Posted on:1993-10-03Degree:Ph.DType:Dissertation
University:University of Maryland, College ParkCandidate:Matsumura, MasahiroFull Text:PDF
GTID:1479390014496494Subject:International Law
Abstract/Summary:
This dissertation seeks to measure the developmental impact of Japanese and U.S. economic involvement on major developing nations. This involvement consists of aid, public lending, direct investment and trade. The research data sets contain the relevant economic and social information on Egypt, India, Indonesia, Malaysia, Mexico, Pakistan, the Philippines, Thailand and Turkey, for the period from 1970 to 1989. Factor analysis identifies the "patterns" of involvement and development, and regression analysis measures their linear relation as impact. The systemic level of analysis pools cross-sectional and time-series data to identify general "patterns" and impacts across time and country; while the country level of analysis uses time-series data to capture their country-specific "patterns" and impacts. Research demonstrates that Japan and the United States together exert a dominant developmental impact. The two countries' involvement are classified into the (1) Japanese public-private sector collaboration, (2) Japanese government, (3) U.S. private sector, and (4) U.S. government approaches.
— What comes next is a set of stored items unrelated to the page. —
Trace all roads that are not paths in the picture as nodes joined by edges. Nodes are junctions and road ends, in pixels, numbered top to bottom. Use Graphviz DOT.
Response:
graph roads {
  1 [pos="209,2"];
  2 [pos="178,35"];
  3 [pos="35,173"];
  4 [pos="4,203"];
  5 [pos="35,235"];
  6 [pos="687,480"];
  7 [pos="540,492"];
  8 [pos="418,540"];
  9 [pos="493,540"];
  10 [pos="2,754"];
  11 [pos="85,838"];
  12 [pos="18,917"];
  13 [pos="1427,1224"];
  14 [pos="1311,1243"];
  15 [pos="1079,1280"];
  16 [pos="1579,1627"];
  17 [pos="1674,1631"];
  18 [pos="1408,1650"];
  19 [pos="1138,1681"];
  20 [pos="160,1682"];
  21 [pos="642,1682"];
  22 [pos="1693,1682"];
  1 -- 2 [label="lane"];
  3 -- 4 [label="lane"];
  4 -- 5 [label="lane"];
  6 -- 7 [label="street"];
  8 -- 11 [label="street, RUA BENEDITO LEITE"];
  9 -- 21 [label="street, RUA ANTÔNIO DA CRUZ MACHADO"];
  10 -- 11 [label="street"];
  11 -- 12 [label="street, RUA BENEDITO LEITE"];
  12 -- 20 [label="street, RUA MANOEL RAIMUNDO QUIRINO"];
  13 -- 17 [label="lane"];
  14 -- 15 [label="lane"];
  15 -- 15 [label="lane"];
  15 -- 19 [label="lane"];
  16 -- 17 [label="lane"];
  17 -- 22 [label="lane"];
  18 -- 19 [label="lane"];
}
Japan's primary impact is upon their social progress, while the United States primarily affects their structural change. However, neither impact contributes to aggregate growth; yet they do generate growth in specific sectors. They produce little impact on the reduction of sectoral vulnerabilities in fuel and manufacturing production at the aggregate level, while the U.S. government generates a large effect on the reduction of sectoral vulnerability in non-fuel primary products; they create no systematic effect on sectoral vulnerabilities at the country level. Additionally, this study provides a series of country-specific policy recommendations that could further maximize the beneficial impact of Japanese and U.S. involvement. It also concludes that developing nations should put policy priorities on the structural change and social progress aspects of development.